In campo femminile quasi certa la presenza di Francesca Marsaglia ed Elena Curtoni: entrambe stanno lentamente tornando ai loro livelli dopo i problemi fisici dell'ultimo periodo. Resta invece in ballottaggio per un posto Nadia Fanchini, mentre non arrivano buone notizie da Sofia Goggia.
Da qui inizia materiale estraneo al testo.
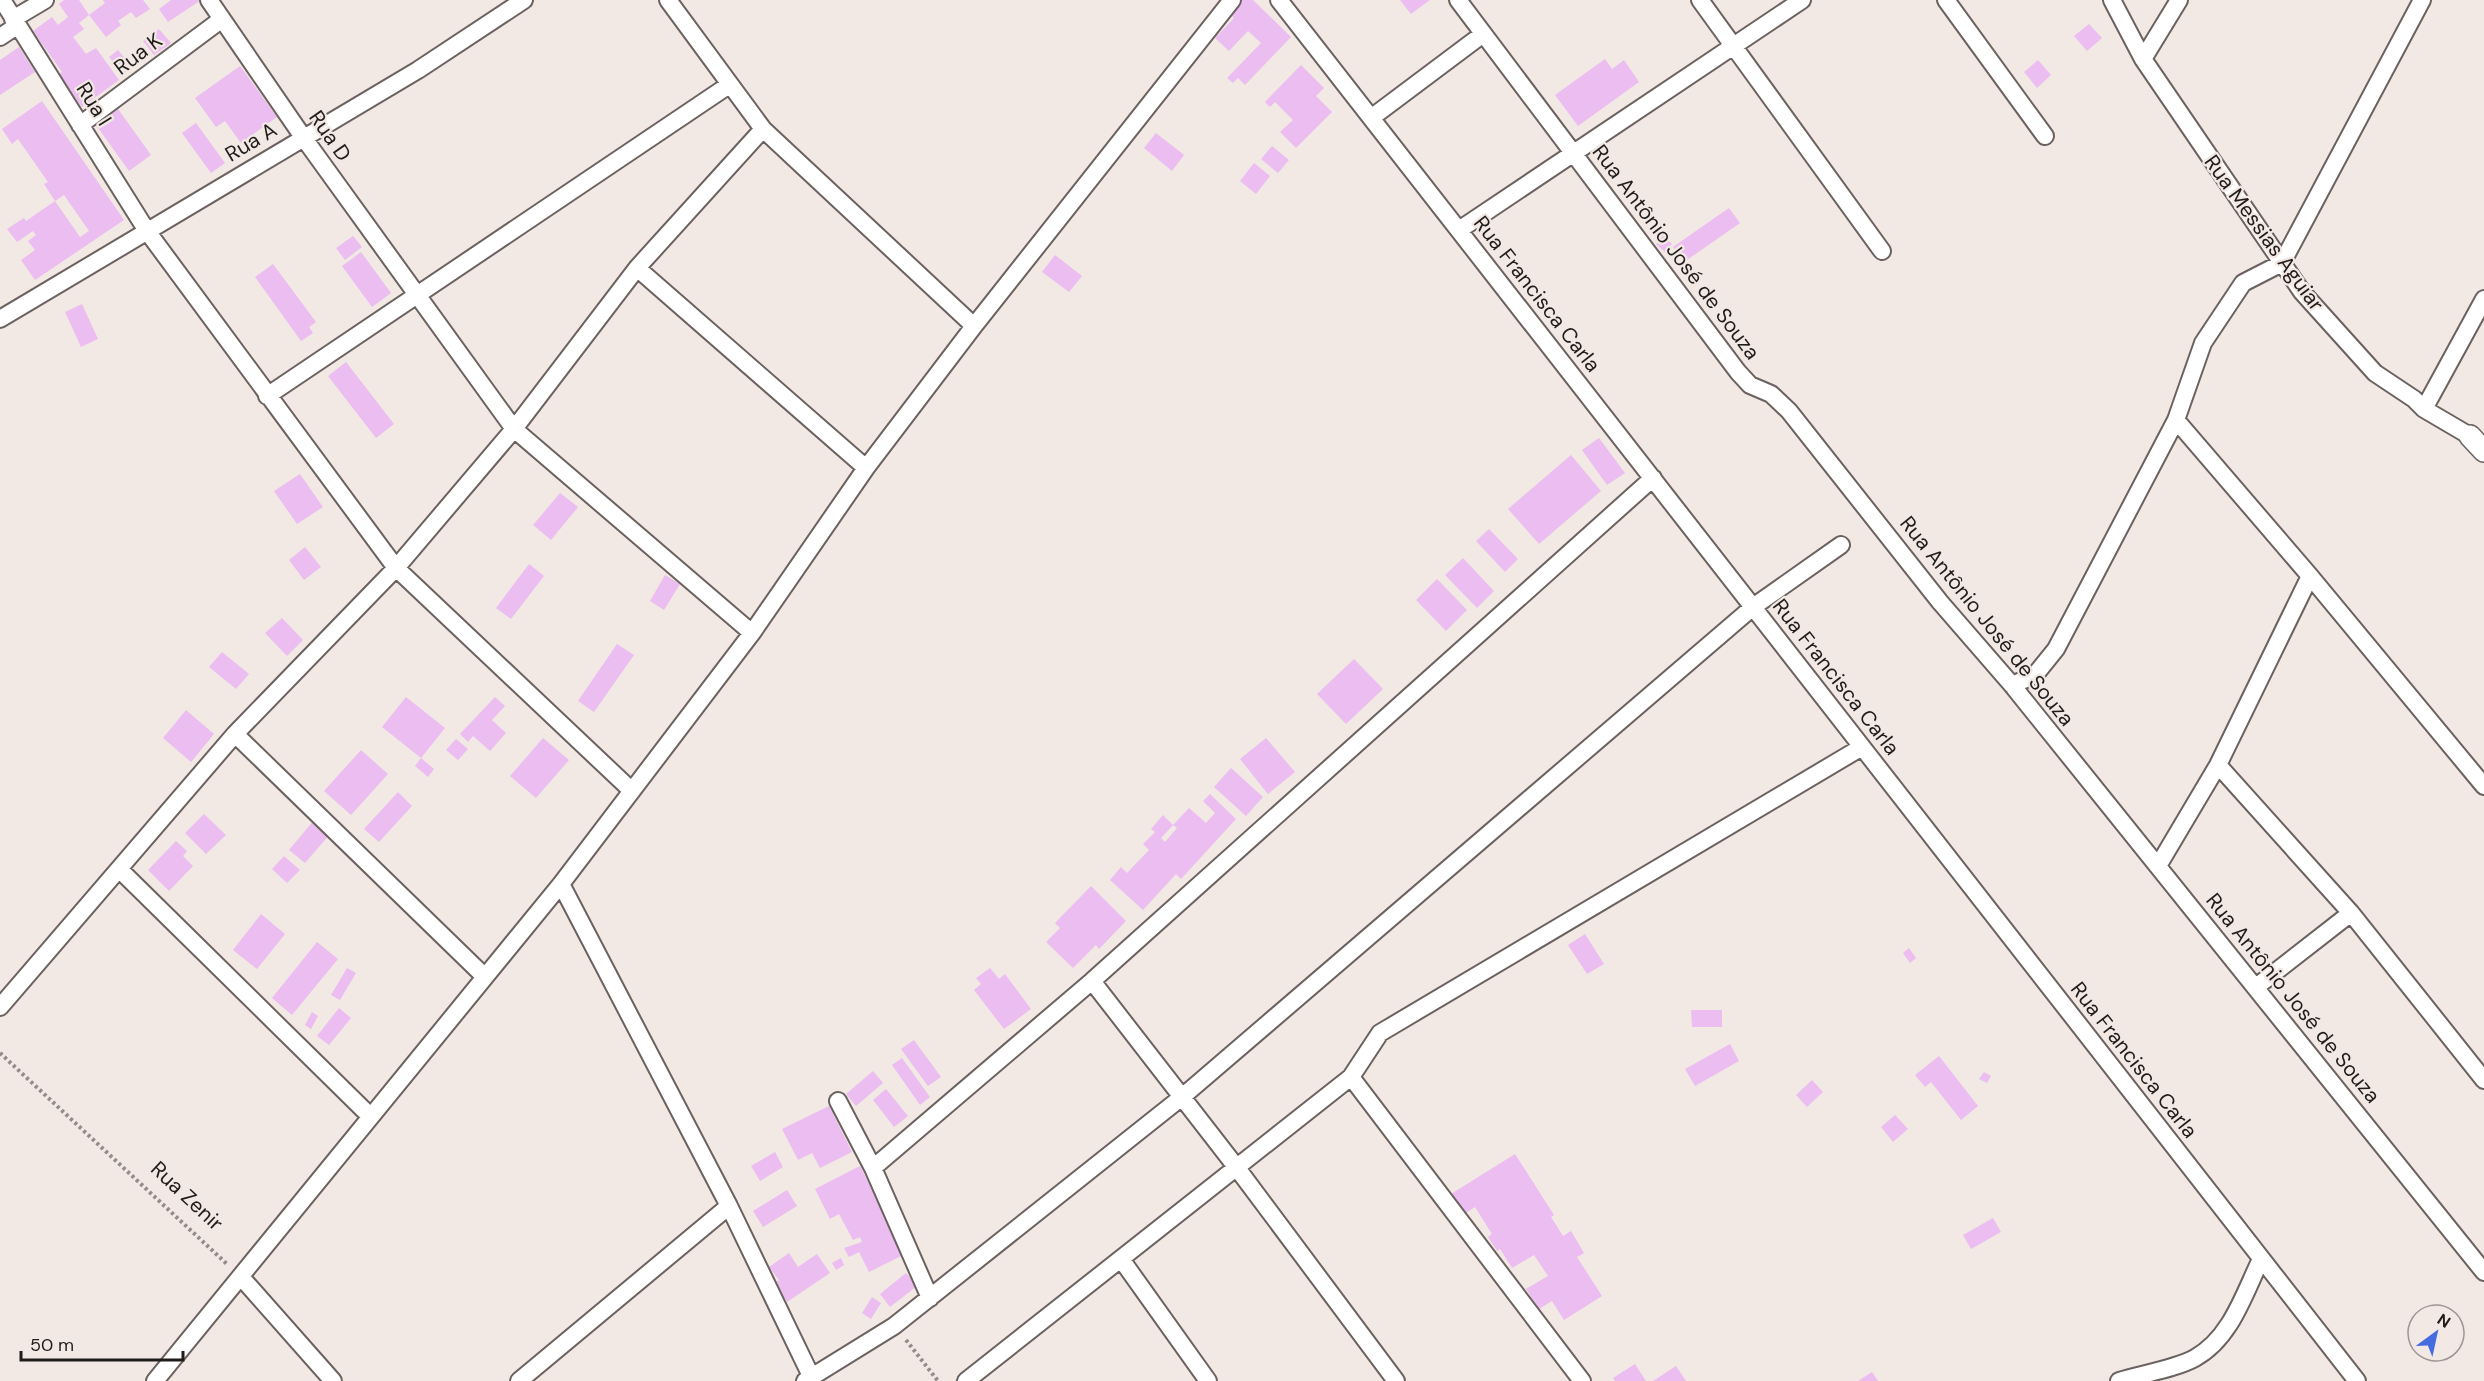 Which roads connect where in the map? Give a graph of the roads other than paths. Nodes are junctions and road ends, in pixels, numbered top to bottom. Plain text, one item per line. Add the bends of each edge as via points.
1 (2, 0) edge
2 (45, 0) edge
3 (209, 0) edge
4 (524, 0) edge
5 (668, 0) edge
6 (1232, 0) edge
7 (1279, 0) edge
8 (1458, 0) edge
9 (1700, 0) edge
10 (1802, 0) edge
11 (1946, 0) edge
12 (2112, 0) edge
13 (2179, 0) edge
14 (2422, 0) edge
15 (222, 19) junction
16 (15, 22) junction
17 (1484, 34) junction
18 (0, 37) edge
19 (1733, 46) junction
20 (2143, 58) junction
21 (729, 85) junction
22 (1371, 118) junction
23 (80, 124) junction
24 (763, 129) junction
25 (2045, 136) dead end
26 (303, 137) junction
27 (1573, 153) junction
28 (1459, 230) junction
29 (147, 231) junction
30 (1882, 251) dead end
31 (2282, 263) junction
32 (638, 268) junction
33 (417, 296) junction
34 (2484, 299) edge
35 (0, 319) edge
36 (974, 326) junction
37 (267, 396) junction
38 (2424, 409) junction
39 (2176, 420) junction
40 (514, 429) junction
41 (2477, 443) edge
42 (866, 468) junction
43 (1653, 478) junction
44 (1841, 545) dead end
45 (396, 568) junction
46 (2310, 576) junction
47 (1753, 607) junction
48 (752, 633) junction
49 (2012, 685) junction
50 (235, 734) junction
51 (1862, 747) junction
52 (2218, 765) junction
53 (2484, 786) edge
54 (632, 791) junction
55 (2158, 866) junction
56 (119, 869) junction
57 (561, 884) junction
58 (2351, 914) junction
59 (484, 976) junction
60 (1092, 981) junction
61 (2256, 987) junction
62 (0, 1007) edge
63 (1351, 1077) junction
64 (2484, 1080) edge
65 (1182, 1097) junction
66 (838, 1101) dead end
67 (369, 1115) junction
68 (873, 1168) junction
69 (1237, 1168) junction
70 (729, 1206) junction
71 (1121, 1259) junction
72 (2261, 1259) junction
73 (2484, 1272) edge
74 (241, 1277) junction
75 (930, 1298) junction
76 (808, 1378) edge
77 (155, 1381) edge
78 (333, 1381) edge
79 (519, 1381) edge
80 (966, 1381) edge
81 (1208, 1381) edge
82 (1396, 1381) edge
83 (1582, 1381) edge
84 (2119, 1381) edge
85 (2357, 1381) edge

La bergamasca sarebbe dovuta rientrare a Cortina d'Ampezzo, ma il ritorno sugli sci a fine dicembre non ha dato esito positivo: Sofia prova infatti ancora dolore alla caviglia, pertanto le sue condizioni verranno ulteriormente valutate nei prossimi giorni.
Altre due sicure di esserci sono Chiara Costazza e Irene Curtoni, che tra le porte strette sono state le uniche azzurre capaci di centrare un piazzamento tra le prime dieci. Accanto a loro vedremo la giovane Lara Della Mea: la 19.enne tarvisiana ha centrato la qualificazione grazie ai piazzamenti nelle 20 ottenuti negli slalom di Semmering e Zagabria, che oltretutto le sono valsi i primi punti in carriera in Coppa del Mondo.
A comporre il quartetto azzurro maschile tra i rapid gates saranno invece i veterani Manfred Moelgg, Stefano Gross e Giuliano Razzoli, grazie all'exploit di Madonna di Campiglio, e uno tra il giovane e promettente Alex Vinatzer, il quale un anno fa vinse la medaglia d'argento ai Mondiali juniores di Davos (Svizzera), e Riccardo Tonetti, in virtù dell'ottimo 12.esimo posto conquistato a Zagabria. In gigante, oltre a Moelgg, sicura la presenza di Luca De Aliprandini e Tonetti, mentre l’ultimo posto disponibile se lo giocheranno Simon Maurberger, Giovanni Borsotti e Roberto Nani, con il primo leggermente favorito in quanto attuale leader nella classifica generale della Coppa Europa. Infine, i principali nodi da scegliere per i tecnici azzurri saranno i quartetti da schierare in combinata e nel Team Event.
Ad ogni modo, indipendentemente dalle convocazioni, l'Italia sarà chiamata al riscatto: due anni fa la spedizione tornò da St. Moritz con solamente il bronzo conquistato dalla Goggia in gigante, mentre nel 2015 a Vail e Beaver Creek andò anche peggio con un imbarazzante zero nel medagliere. In Svezia non saranno più ammessi passi falsi.